# Data provided
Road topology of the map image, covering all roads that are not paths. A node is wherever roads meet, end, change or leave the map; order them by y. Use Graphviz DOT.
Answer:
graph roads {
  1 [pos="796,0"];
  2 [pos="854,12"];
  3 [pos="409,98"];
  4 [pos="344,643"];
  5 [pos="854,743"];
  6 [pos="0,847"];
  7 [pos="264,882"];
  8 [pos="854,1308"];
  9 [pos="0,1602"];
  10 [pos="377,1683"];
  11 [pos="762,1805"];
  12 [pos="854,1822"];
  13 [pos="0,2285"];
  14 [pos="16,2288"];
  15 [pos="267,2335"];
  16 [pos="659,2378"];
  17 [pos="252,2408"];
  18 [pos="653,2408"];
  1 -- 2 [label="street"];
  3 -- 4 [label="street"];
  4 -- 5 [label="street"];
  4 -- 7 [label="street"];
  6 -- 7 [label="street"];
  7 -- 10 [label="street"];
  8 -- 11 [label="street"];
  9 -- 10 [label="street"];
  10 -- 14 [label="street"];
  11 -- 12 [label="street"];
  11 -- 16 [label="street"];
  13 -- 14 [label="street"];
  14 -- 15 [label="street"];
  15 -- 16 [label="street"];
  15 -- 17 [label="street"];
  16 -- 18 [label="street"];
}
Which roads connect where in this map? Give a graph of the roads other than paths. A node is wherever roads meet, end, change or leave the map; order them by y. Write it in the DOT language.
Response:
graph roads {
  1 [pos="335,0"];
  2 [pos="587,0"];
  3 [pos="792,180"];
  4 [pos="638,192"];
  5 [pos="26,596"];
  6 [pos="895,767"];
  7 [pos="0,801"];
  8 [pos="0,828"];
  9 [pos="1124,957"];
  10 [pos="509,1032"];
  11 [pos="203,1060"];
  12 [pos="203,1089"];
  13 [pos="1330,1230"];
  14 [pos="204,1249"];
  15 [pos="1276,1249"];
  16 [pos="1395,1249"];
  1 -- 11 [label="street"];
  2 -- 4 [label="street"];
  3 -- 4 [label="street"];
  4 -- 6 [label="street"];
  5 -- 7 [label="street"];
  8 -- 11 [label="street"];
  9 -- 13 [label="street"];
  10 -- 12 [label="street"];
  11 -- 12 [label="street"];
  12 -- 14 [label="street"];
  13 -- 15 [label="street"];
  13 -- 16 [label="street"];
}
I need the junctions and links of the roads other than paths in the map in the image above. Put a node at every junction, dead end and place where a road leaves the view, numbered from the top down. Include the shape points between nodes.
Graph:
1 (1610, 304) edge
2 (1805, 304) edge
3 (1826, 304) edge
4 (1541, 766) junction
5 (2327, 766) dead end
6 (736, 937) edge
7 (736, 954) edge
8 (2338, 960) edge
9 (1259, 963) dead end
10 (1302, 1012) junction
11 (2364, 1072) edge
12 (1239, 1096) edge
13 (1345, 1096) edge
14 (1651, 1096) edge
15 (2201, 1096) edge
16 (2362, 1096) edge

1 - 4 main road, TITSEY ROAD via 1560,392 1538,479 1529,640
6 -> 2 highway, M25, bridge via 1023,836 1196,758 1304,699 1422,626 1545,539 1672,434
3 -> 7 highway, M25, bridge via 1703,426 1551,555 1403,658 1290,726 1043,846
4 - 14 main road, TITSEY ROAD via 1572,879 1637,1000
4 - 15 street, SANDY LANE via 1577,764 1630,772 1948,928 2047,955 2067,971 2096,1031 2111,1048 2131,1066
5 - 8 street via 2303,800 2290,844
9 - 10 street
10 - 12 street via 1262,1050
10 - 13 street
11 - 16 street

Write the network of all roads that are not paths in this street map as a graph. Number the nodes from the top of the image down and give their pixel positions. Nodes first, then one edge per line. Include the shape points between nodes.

# What you should do
Print exactly the lines from the one with "I need the junctions" through the last line of the material, including both, and no others.

# Solved exercise
I need the junctions and links of the roads other than paths in the map in the image above. Put a node at every junction, dead end and place where a road leaves the view, numbered from the top down. Include the shape points between nodes.
Graph:
1 (1610, 304) edge
2 (1805, 304) edge
3 (1826, 304) edge
4 (1541, 766) junction
5 (2327, 766) dead end
6 (736, 937) edge
7 (736, 954) edge
8 (2338, 960) edge
9 (1259, 963) dead end
10 (1302, 1012) junction
11 (2364, 1072) edge
12 (1239, 1096) edge
13 (1345, 1096) edge
14 (1651, 1096) edge
15 (2201, 1096) edge
16 (2362, 1096) edge

1 - 4 main road, TITSEY ROAD via 1560,392 1538,479 1529,640
6 -> 2 highway, M25, bridge via 1023,836 1196,758 1304,699 1422,626 1545,539 1672,434
3 -> 7 highway, M25, bridge via 1703,426 1551,555 1403,658 1290,726 1043,846
4 - 14 main road, TITSEY ROAD via 1572,879 1637,1000
4 - 15 street, SANDY LANE via 1577,764 1630,772 1948,928 2047,955 2067,971 2096,1031 2111,1048 2131,1066
5 - 8 street via 2303,800 2290,844
9 - 10 street
10 - 12 street via 1262,1050
10 - 13 street
11 - 16 street

Write the network of all roads that are not paths in this street map as a graph. Number the nodes from the top of the image down and give their pixel positions. Nodes first, then one edge per line. Include the shape points between nodes.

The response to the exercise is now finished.